======== Records provided

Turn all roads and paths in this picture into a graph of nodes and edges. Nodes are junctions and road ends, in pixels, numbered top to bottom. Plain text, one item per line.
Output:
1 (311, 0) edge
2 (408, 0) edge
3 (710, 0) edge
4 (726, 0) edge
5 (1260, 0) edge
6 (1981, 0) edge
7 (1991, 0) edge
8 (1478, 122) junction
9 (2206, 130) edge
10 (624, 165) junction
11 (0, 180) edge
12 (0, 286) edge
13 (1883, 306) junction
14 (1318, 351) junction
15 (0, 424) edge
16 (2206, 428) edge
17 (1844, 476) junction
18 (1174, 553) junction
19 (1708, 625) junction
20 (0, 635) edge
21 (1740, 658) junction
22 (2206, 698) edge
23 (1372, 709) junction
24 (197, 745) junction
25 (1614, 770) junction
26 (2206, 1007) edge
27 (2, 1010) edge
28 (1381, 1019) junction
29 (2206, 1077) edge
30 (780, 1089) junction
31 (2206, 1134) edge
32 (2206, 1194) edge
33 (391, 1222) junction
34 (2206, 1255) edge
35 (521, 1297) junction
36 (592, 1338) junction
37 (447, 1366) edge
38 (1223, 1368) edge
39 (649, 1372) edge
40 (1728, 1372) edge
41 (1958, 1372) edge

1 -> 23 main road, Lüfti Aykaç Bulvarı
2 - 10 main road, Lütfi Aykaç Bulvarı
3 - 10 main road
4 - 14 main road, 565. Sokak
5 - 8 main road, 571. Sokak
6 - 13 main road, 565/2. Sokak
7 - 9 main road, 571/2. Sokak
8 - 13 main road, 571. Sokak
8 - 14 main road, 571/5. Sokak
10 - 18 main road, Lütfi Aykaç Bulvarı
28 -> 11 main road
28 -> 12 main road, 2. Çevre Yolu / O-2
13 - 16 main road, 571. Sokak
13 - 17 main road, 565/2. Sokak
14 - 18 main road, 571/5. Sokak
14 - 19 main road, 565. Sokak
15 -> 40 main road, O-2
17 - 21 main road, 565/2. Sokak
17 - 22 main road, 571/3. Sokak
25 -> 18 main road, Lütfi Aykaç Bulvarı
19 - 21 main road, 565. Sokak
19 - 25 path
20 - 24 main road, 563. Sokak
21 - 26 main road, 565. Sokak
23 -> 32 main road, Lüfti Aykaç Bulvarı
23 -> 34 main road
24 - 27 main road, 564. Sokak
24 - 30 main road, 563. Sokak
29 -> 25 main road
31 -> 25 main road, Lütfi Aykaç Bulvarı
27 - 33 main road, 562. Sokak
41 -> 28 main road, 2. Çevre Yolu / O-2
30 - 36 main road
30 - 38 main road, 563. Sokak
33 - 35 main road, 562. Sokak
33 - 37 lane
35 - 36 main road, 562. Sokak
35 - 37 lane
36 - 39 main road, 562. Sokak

================

**What you will do**:
Determine how many lines in the records include the word "Bulvarı", and reply with that number alone.

**Answer to this problem**:
6